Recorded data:
****

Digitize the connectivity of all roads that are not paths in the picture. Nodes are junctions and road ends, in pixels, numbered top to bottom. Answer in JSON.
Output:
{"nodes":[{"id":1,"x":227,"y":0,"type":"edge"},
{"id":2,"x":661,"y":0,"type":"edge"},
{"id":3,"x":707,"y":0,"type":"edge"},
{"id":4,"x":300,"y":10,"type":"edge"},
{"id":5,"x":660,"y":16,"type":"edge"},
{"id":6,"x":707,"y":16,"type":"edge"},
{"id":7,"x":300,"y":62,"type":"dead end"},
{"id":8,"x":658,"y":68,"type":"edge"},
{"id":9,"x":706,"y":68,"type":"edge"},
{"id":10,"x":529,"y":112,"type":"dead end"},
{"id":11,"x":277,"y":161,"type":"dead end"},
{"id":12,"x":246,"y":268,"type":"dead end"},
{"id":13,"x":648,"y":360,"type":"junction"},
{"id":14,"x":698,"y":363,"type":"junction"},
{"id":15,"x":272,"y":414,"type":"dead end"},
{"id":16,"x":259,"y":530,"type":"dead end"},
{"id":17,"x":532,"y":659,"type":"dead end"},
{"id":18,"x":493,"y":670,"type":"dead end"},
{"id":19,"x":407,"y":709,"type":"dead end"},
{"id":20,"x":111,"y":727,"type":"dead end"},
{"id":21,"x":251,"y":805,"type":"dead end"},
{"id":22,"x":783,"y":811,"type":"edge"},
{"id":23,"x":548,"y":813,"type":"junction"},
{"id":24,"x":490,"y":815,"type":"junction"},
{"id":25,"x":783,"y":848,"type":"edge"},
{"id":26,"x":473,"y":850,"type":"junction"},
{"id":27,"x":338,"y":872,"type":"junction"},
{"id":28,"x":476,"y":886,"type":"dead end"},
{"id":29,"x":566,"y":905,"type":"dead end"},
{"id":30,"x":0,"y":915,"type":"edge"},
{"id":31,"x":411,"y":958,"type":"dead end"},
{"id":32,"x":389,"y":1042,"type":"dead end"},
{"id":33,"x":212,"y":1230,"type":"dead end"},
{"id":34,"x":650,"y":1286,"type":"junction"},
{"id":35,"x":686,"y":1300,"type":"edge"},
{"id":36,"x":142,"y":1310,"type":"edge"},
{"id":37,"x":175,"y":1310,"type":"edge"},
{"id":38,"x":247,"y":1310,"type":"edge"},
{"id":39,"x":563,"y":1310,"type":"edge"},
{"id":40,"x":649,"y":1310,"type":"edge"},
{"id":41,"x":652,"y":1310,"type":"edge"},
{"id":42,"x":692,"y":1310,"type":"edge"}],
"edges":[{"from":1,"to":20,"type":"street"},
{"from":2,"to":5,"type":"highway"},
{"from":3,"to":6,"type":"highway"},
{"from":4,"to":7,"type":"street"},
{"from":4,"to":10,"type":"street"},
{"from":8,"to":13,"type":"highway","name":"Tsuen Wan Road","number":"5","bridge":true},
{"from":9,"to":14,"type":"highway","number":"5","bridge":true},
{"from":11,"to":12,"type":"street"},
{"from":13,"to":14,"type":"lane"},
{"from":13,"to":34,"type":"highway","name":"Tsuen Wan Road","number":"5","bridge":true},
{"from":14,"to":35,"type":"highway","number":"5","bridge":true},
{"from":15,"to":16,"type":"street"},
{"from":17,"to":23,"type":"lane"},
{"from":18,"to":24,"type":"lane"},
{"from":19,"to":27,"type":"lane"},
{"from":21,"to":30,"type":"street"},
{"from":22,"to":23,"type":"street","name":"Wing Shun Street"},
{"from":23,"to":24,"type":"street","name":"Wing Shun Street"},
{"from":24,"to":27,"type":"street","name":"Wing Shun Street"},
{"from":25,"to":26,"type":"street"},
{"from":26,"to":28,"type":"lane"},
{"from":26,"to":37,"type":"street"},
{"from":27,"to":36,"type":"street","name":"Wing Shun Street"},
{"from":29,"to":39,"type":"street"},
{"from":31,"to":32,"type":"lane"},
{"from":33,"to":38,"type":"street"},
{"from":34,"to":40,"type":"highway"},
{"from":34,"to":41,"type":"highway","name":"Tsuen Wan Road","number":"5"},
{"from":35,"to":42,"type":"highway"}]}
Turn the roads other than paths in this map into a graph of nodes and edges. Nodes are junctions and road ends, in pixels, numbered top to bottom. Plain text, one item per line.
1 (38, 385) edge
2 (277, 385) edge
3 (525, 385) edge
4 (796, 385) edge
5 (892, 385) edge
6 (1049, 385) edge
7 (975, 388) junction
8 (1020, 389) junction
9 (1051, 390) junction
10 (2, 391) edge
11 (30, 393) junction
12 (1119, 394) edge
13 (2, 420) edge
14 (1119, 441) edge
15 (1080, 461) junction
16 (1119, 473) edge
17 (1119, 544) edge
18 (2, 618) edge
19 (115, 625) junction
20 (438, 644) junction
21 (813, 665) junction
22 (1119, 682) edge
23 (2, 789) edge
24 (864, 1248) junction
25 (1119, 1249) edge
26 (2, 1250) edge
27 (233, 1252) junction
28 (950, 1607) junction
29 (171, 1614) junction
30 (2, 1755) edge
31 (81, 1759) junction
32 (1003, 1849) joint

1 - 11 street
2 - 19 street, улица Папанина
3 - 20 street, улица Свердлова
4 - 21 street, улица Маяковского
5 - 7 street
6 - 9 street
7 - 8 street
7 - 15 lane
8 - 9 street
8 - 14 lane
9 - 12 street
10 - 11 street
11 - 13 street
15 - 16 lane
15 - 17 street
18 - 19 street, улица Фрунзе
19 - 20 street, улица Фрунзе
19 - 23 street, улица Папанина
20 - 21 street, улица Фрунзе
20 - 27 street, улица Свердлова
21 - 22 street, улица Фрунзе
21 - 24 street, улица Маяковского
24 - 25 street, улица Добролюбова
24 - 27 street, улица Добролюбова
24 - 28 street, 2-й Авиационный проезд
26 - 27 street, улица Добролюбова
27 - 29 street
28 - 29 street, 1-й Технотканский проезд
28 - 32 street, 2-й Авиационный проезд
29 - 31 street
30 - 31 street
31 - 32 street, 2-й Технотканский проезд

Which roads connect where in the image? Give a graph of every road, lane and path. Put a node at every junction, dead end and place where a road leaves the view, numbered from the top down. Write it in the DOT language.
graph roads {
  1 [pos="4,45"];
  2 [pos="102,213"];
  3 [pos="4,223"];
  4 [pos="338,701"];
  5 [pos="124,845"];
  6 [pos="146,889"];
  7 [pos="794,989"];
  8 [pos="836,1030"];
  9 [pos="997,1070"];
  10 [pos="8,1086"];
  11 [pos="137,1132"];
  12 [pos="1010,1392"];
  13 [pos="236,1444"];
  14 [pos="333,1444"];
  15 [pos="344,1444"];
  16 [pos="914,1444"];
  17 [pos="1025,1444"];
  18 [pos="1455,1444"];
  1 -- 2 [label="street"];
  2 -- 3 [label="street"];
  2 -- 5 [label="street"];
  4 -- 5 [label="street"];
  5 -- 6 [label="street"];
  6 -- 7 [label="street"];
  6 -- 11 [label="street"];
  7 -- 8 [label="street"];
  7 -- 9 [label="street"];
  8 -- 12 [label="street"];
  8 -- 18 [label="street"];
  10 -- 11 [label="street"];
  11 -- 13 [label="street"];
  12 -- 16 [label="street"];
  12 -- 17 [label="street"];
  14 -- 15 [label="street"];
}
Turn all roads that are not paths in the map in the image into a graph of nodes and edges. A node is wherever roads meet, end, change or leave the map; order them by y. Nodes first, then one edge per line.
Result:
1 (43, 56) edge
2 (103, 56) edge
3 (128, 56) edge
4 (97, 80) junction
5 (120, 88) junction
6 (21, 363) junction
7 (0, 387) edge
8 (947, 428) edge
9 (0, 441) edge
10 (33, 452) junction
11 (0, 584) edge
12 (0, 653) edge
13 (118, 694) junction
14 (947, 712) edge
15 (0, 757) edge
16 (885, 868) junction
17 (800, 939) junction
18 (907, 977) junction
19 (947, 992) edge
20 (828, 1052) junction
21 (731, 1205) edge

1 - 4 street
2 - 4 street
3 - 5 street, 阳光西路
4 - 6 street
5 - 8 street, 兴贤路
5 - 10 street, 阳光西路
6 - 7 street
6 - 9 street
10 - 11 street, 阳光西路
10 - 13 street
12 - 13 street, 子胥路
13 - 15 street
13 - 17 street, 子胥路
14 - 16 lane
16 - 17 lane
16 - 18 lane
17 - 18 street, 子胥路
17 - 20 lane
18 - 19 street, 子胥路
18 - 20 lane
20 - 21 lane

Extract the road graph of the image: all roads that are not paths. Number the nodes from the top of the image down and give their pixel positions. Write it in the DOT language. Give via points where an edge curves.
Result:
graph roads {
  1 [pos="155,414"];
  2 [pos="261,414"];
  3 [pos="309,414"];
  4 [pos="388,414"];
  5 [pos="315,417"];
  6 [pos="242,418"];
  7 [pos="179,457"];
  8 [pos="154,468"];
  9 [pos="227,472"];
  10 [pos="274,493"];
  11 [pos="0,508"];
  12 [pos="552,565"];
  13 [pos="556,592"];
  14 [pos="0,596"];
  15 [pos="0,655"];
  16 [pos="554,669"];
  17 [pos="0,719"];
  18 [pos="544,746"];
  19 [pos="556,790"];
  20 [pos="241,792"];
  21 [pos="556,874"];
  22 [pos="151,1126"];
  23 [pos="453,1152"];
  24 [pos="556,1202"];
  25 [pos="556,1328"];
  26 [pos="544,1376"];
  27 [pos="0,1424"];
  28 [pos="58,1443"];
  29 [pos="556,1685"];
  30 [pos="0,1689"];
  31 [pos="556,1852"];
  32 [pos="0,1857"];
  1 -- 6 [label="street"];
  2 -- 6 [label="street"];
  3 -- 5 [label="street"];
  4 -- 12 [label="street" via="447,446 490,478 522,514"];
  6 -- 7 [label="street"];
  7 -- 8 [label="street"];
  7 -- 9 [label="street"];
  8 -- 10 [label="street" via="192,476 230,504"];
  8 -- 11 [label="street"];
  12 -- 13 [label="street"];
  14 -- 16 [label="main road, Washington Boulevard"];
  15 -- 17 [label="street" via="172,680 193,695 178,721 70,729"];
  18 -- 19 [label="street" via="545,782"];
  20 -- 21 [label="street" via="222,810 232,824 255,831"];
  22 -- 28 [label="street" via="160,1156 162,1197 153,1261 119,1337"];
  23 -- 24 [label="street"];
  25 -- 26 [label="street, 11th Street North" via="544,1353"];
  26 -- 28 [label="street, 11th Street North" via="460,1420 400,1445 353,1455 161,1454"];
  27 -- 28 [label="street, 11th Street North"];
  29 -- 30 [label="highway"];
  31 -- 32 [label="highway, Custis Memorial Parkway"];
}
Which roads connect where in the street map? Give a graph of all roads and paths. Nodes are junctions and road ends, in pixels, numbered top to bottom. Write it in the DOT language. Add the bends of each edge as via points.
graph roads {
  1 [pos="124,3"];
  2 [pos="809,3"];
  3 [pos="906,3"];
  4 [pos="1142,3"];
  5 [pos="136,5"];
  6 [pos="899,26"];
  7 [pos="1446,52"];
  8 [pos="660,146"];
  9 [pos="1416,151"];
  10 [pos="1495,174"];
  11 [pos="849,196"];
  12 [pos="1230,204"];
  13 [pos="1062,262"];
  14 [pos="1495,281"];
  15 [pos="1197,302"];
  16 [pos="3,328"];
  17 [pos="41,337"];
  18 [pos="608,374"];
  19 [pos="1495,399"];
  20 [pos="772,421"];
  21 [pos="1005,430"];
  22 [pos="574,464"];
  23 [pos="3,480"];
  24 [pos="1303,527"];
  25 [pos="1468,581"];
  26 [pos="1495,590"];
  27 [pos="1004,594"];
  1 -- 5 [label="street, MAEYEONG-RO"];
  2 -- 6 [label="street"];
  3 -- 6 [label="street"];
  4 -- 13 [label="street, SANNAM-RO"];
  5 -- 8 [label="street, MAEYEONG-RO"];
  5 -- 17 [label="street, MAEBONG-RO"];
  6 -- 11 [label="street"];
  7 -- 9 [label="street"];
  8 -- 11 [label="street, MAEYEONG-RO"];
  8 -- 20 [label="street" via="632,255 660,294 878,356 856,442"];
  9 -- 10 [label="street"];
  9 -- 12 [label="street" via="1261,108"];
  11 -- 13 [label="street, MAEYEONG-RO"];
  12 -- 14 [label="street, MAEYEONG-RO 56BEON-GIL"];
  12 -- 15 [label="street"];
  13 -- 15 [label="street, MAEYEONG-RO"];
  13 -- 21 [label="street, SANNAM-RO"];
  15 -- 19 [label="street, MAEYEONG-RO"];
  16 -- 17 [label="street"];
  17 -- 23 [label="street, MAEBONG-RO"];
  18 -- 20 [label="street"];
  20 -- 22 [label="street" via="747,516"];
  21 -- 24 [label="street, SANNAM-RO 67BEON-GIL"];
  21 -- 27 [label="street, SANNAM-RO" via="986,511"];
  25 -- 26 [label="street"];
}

****

Goal of the exercise: All lines of the data above that include the word "Write" must be shown.

Task result:
Which roads connect where in the image? Give a graph of every road, lane and path. Put a node at every junction, dead end and place where a road leaves the view, numbered from the top down. Write it in the DOT language.
Extract the road graph of the image: all roads that are not paths. Number the nodes from the top of the image down and give their pixel positions. Write it in the DOT language. Give via points where an edge curves.
Which roads connect where in the street map? Give a graph of all roads and paths. Nodes are junctions and road ends, in pixels, numbered top to bottom. Write it in the DOT language. Add the bends of each edge as via points.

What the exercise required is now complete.